Comedian Stephen Colbert is satirizing the impact of money in politics by applying to form his very own Super PAC. The comedian submitted a real application and testified before the Federal Elections Commission. Unfortunately, some campaign finance reform activists worry that the joke will get out of hand. If regulators actually approved Colbert's PAC, it could create even bigger loopholes in campaign finance law:
If Colbert gets his way before the FEC, it could blur the lines between political money and media to an unprecedented extent.
For instance, it might enable Fox News pundit-politicians such as Sarah Palin and Mike Huckabee to use the network’s resources to boost their own political committees, assert Democracy 21 and the Campaign Legal Center in their FEC filing. It concludes: “Mr. Colbert’s ultimate goals here may be comedic, but the commission should not play the straight man at the expense of the law.” [Politico]

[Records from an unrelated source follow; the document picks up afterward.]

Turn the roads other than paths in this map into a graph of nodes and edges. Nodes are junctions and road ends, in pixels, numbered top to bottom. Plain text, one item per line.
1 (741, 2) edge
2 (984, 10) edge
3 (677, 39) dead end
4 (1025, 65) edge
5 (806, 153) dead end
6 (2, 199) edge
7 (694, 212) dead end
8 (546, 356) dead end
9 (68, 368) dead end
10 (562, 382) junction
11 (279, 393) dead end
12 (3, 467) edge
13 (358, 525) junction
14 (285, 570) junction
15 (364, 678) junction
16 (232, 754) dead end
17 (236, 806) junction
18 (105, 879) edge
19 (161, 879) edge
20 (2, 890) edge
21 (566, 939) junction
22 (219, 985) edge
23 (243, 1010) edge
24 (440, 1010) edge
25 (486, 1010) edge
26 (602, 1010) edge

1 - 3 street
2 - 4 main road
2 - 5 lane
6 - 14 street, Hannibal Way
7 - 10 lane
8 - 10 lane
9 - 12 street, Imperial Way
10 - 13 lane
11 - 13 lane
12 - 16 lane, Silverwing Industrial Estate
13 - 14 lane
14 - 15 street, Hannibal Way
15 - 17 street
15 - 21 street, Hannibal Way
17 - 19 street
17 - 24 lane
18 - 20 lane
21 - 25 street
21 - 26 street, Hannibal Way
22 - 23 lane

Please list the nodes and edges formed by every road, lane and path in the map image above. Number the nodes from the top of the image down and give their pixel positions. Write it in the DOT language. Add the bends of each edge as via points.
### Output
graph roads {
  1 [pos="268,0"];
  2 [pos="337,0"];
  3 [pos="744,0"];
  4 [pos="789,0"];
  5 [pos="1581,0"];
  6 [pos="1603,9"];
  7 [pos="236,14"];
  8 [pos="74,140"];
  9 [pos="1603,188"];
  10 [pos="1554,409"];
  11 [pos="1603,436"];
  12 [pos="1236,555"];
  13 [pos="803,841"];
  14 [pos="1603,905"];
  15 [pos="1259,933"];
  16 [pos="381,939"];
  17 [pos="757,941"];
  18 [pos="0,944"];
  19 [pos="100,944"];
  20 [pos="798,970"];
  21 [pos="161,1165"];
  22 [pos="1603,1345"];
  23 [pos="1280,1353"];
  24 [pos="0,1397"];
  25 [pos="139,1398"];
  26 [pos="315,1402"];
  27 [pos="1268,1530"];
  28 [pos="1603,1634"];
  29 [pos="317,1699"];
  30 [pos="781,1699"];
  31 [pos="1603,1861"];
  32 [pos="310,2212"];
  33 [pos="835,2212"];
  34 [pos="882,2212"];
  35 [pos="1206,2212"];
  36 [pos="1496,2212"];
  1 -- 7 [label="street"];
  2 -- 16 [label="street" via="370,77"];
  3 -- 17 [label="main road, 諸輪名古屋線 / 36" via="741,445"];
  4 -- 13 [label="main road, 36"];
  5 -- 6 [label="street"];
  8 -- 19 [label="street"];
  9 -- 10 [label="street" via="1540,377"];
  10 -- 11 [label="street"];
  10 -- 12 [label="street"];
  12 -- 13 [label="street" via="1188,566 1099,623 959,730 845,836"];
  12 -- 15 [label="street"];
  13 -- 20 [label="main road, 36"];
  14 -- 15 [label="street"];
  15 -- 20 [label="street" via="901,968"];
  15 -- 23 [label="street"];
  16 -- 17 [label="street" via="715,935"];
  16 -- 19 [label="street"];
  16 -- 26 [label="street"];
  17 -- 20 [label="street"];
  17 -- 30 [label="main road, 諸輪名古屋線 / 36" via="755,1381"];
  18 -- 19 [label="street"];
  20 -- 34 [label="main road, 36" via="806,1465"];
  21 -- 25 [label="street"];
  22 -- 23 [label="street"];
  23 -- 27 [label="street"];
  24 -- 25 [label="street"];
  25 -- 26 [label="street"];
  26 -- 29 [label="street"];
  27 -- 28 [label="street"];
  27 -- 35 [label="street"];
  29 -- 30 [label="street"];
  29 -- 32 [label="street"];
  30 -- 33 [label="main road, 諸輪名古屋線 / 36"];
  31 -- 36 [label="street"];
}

Colbert created the PAC to poke fun at GOP presidential hopeful Tim Pawlenty. Colbert started promoting the PAC on his Comedy Central show, which made parent company Viacom very nervous because Colbert was using corporate resources to promote the PAC. Colbert's lawyer applied to the FEC for a media exemption for the Colbert Report to use Viacom resource. If Colbert succeeds in redefining the media exemption, the consequences could be a boon for the very forces he was trying to make fun of.
Update: The FEC approved Colbert's PAC.